● Prompt: Within the data below, copy each line where the string "Left" is found.

● Data:
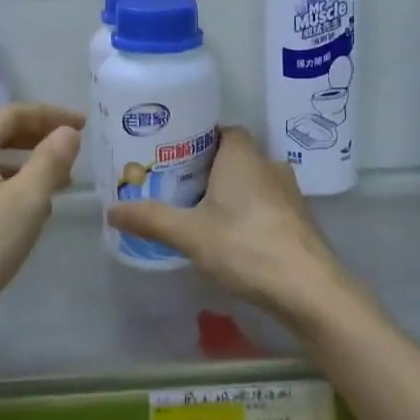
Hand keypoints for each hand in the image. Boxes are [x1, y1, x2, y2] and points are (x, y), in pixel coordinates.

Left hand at [0, 103, 82, 348]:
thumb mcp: (26, 202)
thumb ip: (51, 161)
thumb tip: (67, 132)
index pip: (13, 114)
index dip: (51, 115)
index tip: (83, 126)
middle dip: (39, 139)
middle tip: (73, 150)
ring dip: (27, 166)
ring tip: (59, 184)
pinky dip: (11, 189)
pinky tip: (29, 215)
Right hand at [107, 126, 357, 331]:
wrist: (309, 289)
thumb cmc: (246, 246)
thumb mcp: (190, 234)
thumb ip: (151, 219)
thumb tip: (110, 210)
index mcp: (242, 156)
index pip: (222, 130)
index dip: (198, 138)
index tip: (173, 154)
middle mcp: (268, 165)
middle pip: (234, 156)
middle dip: (207, 169)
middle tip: (176, 186)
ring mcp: (289, 193)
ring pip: (251, 181)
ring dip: (229, 192)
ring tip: (199, 212)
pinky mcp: (299, 220)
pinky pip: (265, 204)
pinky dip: (247, 212)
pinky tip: (231, 236)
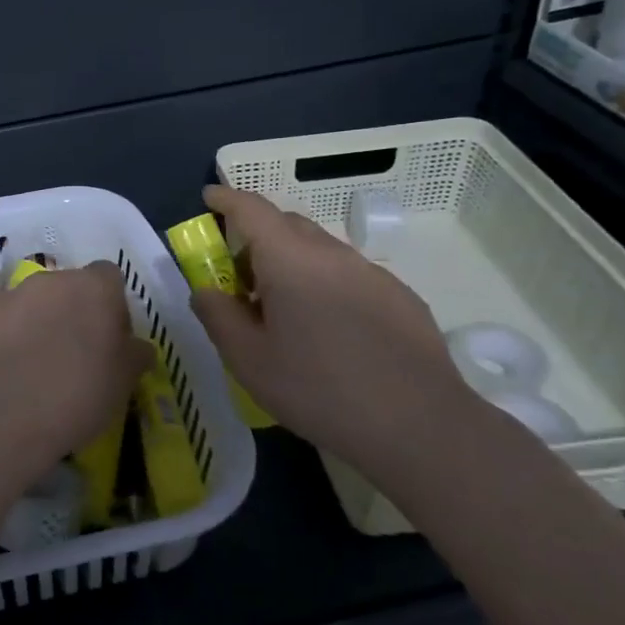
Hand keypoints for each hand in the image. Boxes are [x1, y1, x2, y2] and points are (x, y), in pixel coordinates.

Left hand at [0, 263, 152, 475]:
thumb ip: (135, 354)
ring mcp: (14, 292)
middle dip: (74, 310)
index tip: (111, 339)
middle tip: (75, 352)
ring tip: (34, 356)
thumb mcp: (125, 382)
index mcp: (96, 288)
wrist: (7, 417)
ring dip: (36, 314)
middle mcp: (55, 278)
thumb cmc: (79, 396)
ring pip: (31, 294)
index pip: (110, 277)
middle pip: (70, 284)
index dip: (112, 306)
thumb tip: (137, 346)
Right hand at [190, 185, 486, 470]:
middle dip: (257, 238)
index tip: (209, 197)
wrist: (419, 426)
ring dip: (293, 265)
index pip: (252, 209)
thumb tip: (205, 290)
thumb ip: (217, 316)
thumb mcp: (248, 360)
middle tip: (240, 279)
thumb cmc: (319, 390)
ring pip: (321, 251)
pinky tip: (332, 333)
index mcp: (290, 260)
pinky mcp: (401, 298)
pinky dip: (326, 286)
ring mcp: (373, 274)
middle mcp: (333, 254)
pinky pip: (351, 276)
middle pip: (288, 225)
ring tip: (285, 313)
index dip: (226, 198)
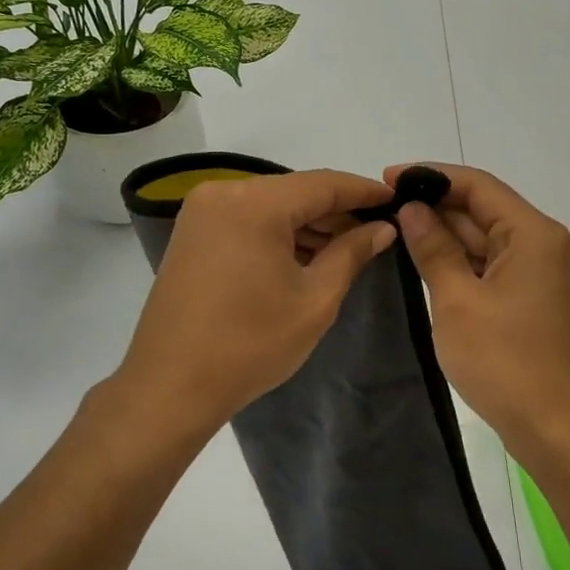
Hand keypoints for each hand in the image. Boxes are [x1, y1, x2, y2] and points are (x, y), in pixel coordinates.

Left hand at [115, 169, 397, 434]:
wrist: (171, 386)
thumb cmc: (251, 344)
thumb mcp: (315, 299)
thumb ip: (352, 253)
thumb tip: (381, 227)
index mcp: (254, 203)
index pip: (323, 184)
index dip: (364, 191)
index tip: (397, 199)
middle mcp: (223, 193)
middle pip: (295, 192)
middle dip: (336, 211)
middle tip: (376, 232)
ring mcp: (202, 213)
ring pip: (271, 206)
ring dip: (308, 224)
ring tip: (348, 248)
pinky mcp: (192, 234)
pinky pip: (247, 220)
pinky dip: (278, 233)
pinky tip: (306, 255)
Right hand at [385, 163, 569, 464]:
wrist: (552, 427)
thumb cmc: (503, 361)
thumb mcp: (457, 300)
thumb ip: (433, 248)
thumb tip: (412, 208)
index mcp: (532, 234)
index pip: (478, 185)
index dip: (431, 176)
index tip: (387, 179)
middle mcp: (542, 244)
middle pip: (482, 209)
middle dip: (434, 206)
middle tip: (382, 209)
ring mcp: (538, 272)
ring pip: (484, 238)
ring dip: (444, 233)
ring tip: (393, 230)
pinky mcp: (529, 297)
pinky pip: (489, 264)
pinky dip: (459, 260)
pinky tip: (423, 261)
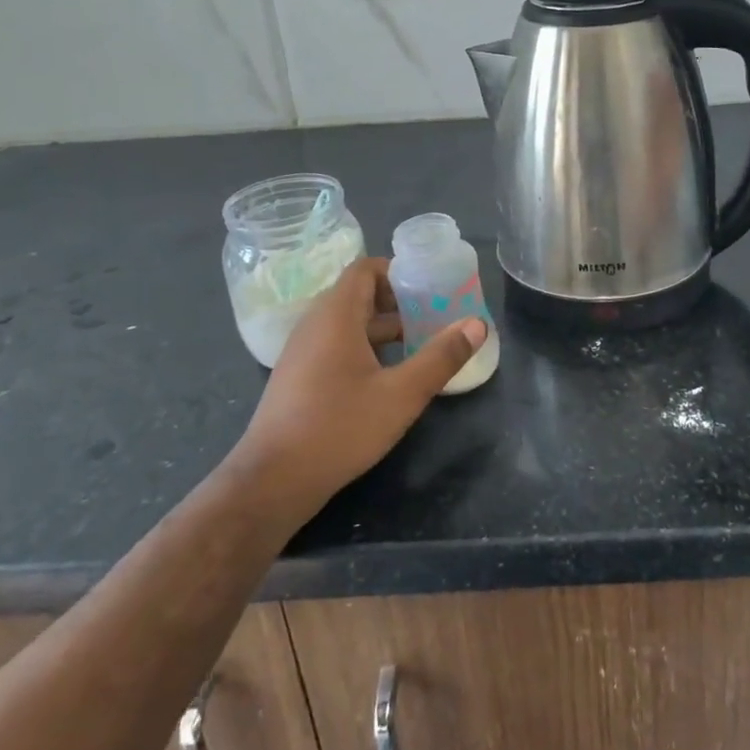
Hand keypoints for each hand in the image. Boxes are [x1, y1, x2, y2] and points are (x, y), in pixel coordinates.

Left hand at [230, 257, 484, 512]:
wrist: (272, 481)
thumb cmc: (339, 428)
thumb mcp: (401, 394)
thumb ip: (441, 357)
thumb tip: (477, 324)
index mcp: (336, 315)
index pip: (365, 268)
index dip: (398, 271)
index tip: (430, 287)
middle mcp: (315, 324)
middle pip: (359, 294)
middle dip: (398, 301)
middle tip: (435, 314)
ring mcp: (302, 352)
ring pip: (348, 322)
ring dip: (383, 327)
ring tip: (420, 343)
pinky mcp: (298, 377)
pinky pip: (336, 344)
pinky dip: (364, 347)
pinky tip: (388, 376)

● Solution to this task:
Left hand at [0, 103, 82, 348]:
Left hand at [0, 263, 152, 475]:
Left hand at [115, 169, 397, 434]:
Left hand at [230, 257, 484, 512]:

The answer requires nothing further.